Extremely Innovative Scheme of Taxation of Real Estate Sector under GST is out and personalities behind deserve Presidential Award for extreme innovations. After 5 times reading the relevant provisions, I am trying to find out who is going to benefit from this new scheme Customer, Promoter, Government or a consultant like us? Let me summarize some of the important features of the scheme:

1.  New Rate of 1% for Affordable residential and 5% for other than affordable residential Sector on all new projects. and on ongoing projects if the promoter does not opt for old scheme by 10th May.

Mandatory Conditions:

  1. Tax Should be paid in Cash.
  2. No ITC – To be reported in GSTR-3B.
  3. Reverse the credit availed, relevant for future Income.
  4. 1/3rd deduction for land value.
  5. Promoter includes Developer & Land owner.
  6. 80% regd. Procurements.
  7. Short fall – 18% RCM Payment on Financial year basis – Return by 30th Jun.
  8. Cement URD – 28% RCM – Monthly basis>Capital goods URD – applicable rate, compulsory

2.            For Ongoing Projects, one-time option given to promoter to opt for old scheme by 10th May or else will migrate to new scheme.

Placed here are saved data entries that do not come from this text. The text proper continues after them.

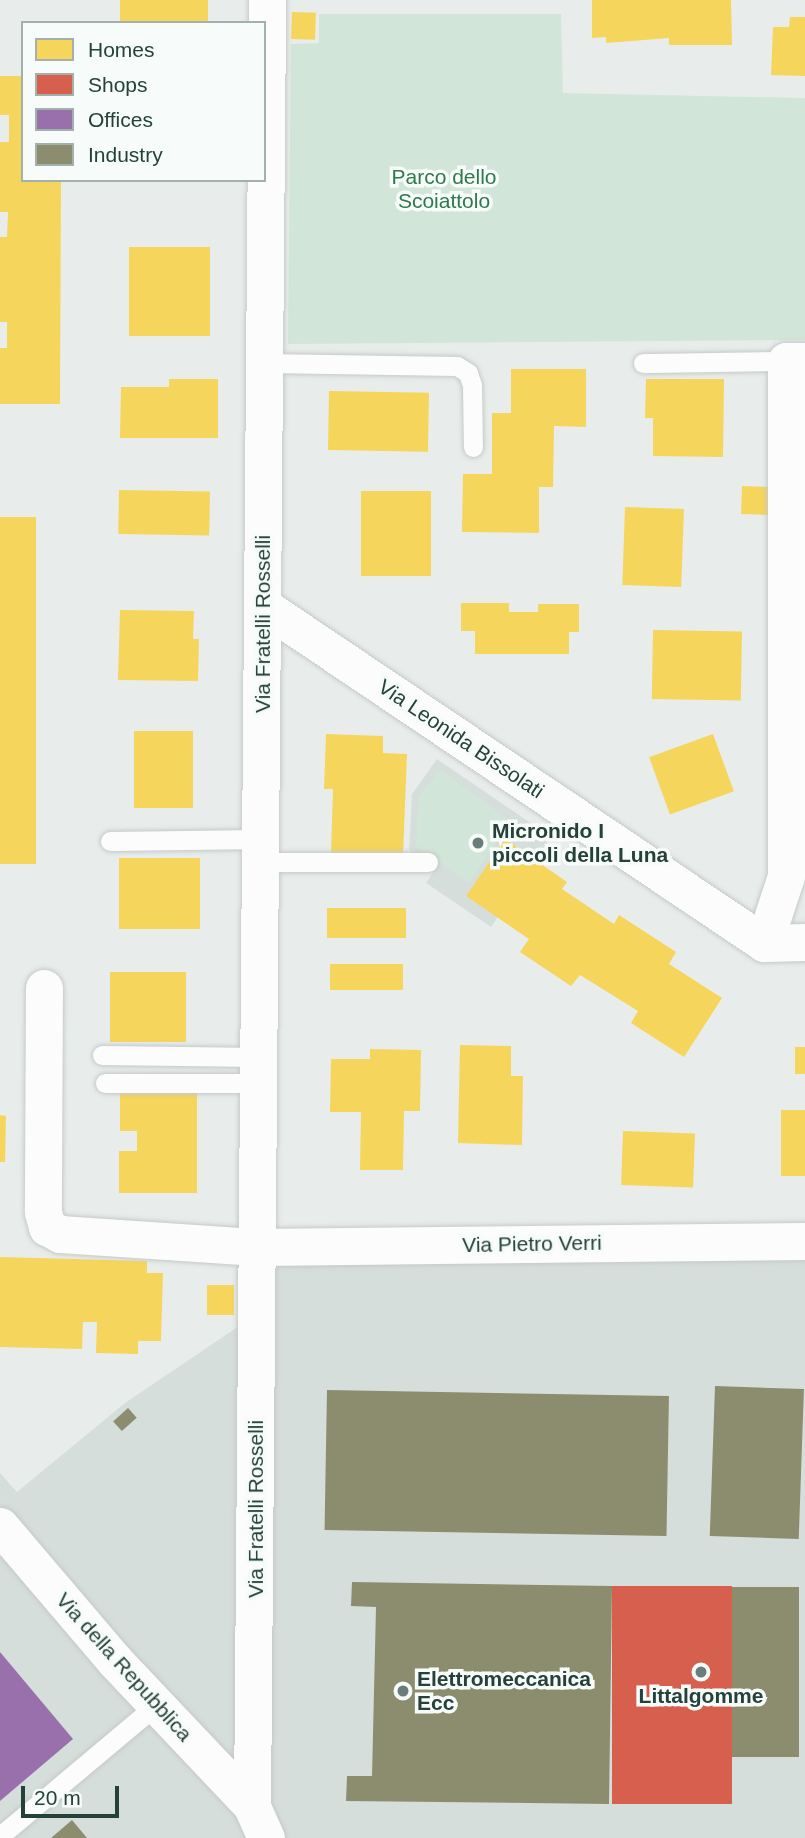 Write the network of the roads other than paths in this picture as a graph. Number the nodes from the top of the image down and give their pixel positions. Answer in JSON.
{"nodes":[{"id":1,"x":268,"y":0,"type":"edge"},
{"id":2,"x":266,"y":81,"type":"edge"},
{"id":3,"x":266,"y":182,"type":"edge"},
{"id":4,"x":796,"y":361,"type":"edge"},
{"id":5,"x":265,"y":363,"type":"junction"},
{"id":6,"x":643,"y":363,"type":"dead end"},
{"id":7,"x":473,"y":447,"type":"dead end"},
{"id":8,"x":263,"y":606,"type":"junction"},
{"id":9,"x":110,"y":841,"type":"dead end"},
{"id":10,"x":261,"y":850,"type":"junction"},
{"id":11,"x":428,"y":862,"type":"dead end"},
{"id":12,"x":805,"y":942,"type":"edge"},
{"id":13,"x":764,"y":943,"type":"junction"},
{"id":14,"x":44,"y":988,"type":"dead end"},
{"id":15,"x":102,"y":1055,"type":"dead end"},
{"id":16,"x":260,"y":1070,"type":"junction"},
{"id":17,"x":105,"y":1083,"type":"dead end"},
{"id":18,"x":805,"y":1241,"type":"edge"},
{"id":19,"x":258,"y":1247,"type":"junction"},
{"id":20,"x":6,"y":1545,"type":"edge"},
{"id":21,"x":156,"y":1704,"type":"junction"},
{"id":22,"x":259,"y":1822,"type":"edge"},
{"id":23,"x":0,"y":1836,"type":"edge"}],
"edges":[{"from":1,"to":2,"type":"street","name":"Via Fratelli Rosselli"},
{"from":3,"to":5,"type":"street","name":"Via Fratelli Rosselli"},
{"from":4,"to":6,"type":"lane"},
{"from":4,"to":13,"type":"street"},
{"from":5,"to":7,"type":"lane"},
{"from":5,"to":8,"type":"street","name":"Via Fratelli Rosselli"},
{"from":8,"to":10,"type":"street","name":"Via Fratelli Rosselli"},
{"from":8,"to":13,"type":"street","name":"Via Leonida Bissolati"},
{"from":9,"to":10,"type":"lane"},
{"from":10,"to":11,"type":"lane"},
{"from":10,"to":16,"type":"street","name":"Via Fratelli Rosselli"},
{"from":12,"to":13,"type":"street"},
{"from":14,"to":19,"type":"street"},
{"from":15,"to":16,"type":"lane"},
{"from":16,"to":17,"type":"lane"},
{"from":16,"to":19,"type":"street","name":"Via Fratelli Rosselli"},
{"from":18,"to":19,"type":"street","name":"Via Pietro Verri"},
{"from":19,"to":22,"type":"street","name":"Via Fratelli Rosselli"},
{"from":20,"to":21,"type":"street","name":"Via della Repubblica"},
{"from":21,"to":22,"type":"street","name":"Via della Repubblica"},
{"from":21,"to":23,"type":"lane"}]}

3.            Calculations of Transitional input tax reversal in case he opts for new scheme for his ongoing projects.

4.            If the promoter decides to go for old scheme for all ongoing projects & not willing to take up any new project, the procedure shall remain as it is.

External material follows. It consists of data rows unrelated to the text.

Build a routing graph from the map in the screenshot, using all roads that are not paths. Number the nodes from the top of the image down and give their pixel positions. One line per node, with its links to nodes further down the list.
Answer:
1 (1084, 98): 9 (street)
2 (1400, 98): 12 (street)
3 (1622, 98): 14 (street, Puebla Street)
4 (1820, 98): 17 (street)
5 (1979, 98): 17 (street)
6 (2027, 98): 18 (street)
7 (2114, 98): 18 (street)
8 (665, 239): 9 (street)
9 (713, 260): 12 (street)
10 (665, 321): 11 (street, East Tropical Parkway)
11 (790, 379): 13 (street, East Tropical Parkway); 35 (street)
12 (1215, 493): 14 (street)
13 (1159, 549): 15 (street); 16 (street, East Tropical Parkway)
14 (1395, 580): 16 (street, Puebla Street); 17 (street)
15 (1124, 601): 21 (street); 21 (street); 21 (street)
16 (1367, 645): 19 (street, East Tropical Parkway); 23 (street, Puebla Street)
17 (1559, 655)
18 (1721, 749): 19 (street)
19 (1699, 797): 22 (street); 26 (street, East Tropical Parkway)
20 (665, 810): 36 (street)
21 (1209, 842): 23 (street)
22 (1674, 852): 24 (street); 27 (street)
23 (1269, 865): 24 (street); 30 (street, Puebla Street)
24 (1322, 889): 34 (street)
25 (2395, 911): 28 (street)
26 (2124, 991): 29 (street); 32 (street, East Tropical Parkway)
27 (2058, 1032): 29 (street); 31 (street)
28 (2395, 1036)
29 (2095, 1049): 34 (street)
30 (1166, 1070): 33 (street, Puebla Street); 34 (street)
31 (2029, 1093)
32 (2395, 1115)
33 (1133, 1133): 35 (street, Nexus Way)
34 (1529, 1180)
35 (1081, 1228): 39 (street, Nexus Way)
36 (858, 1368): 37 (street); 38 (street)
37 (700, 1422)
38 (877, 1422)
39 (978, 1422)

5.            Till now there is no mechanism for reversal of Input tax for the unsold inventory  at the time of completion or first occupation or on inventory not intended to be sold, a retrospective amendment in Rule 42 & 43 is being made thereby formula has been prescribed to reverse ITC on unsold inventory based on the area rather than value within six month from the end of the FY in which completion or occupation which ever earlier happens and interest is also payable from  1st April till the date of payment for the entire period from commence of project or 1st July, 2017 whichever is later.

6.            The tax treatment of Transfer of Development Rights (TDRs) for the new transactions related to the land owner in Joint Development Agreement (JDA) shall be Exempted for residential developments if all the flats sold till OC or else taxable under RCM while taxable under RCM for commercial development.

7.            Construction services by Builder to Land lord is taxable under forward charge while services by Land owner to ultimate customer taxable only if sold before OC.

Important job in hand for builder/promoter is to decide which way they must go based on the multiple considerations for that there is enormous tax planning scope, some important considerations may be:

A)           Stage of Completion of Project.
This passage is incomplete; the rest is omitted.